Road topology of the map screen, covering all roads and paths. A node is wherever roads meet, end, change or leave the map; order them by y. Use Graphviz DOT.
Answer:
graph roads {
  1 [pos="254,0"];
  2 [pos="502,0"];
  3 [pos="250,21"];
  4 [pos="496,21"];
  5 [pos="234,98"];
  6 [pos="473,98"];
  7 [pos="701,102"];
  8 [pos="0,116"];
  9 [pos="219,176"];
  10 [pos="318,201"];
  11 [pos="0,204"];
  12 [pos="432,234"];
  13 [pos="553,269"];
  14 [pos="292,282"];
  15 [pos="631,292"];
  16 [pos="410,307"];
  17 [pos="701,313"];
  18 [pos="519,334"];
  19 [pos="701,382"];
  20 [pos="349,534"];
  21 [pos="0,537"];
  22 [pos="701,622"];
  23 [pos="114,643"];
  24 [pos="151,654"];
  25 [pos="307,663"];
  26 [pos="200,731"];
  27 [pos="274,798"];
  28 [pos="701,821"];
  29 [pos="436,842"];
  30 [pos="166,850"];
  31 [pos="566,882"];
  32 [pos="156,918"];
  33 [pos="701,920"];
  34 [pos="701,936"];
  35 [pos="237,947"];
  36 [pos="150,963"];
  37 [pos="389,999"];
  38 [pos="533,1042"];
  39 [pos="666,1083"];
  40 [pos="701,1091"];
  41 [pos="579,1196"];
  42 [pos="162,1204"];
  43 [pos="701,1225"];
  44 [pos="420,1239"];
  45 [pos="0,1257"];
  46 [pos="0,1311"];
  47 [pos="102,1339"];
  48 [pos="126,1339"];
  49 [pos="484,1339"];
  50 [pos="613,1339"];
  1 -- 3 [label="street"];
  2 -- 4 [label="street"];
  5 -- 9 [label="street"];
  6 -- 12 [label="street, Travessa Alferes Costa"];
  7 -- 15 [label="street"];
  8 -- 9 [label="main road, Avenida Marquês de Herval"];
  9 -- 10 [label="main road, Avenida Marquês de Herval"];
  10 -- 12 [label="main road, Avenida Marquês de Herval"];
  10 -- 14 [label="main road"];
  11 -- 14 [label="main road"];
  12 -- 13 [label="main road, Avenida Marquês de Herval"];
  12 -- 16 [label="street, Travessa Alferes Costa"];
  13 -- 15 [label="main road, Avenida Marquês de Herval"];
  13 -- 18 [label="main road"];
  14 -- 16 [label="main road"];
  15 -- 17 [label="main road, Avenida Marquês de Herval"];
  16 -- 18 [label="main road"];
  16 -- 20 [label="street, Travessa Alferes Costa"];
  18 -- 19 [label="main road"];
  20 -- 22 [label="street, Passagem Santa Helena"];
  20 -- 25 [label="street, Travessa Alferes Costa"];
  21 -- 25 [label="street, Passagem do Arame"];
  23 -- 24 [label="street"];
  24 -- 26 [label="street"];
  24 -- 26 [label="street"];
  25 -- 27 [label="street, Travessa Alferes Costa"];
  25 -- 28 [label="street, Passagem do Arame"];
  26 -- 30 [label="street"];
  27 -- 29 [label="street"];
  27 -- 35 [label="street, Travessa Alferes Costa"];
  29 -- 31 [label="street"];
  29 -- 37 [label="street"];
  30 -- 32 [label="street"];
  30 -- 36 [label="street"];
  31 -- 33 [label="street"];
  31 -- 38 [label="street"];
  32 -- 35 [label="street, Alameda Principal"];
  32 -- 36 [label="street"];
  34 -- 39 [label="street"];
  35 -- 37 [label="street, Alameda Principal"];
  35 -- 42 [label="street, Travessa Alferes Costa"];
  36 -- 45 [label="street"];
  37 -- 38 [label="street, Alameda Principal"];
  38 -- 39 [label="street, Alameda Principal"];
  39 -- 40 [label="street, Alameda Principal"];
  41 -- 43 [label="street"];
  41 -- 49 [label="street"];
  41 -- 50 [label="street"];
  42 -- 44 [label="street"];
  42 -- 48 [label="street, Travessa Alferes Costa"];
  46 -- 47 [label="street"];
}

··········

* [Task statement]:
Report the number of lines in the listing above that hold the word "Principal", and give no other text.

* [Worked solution]:
5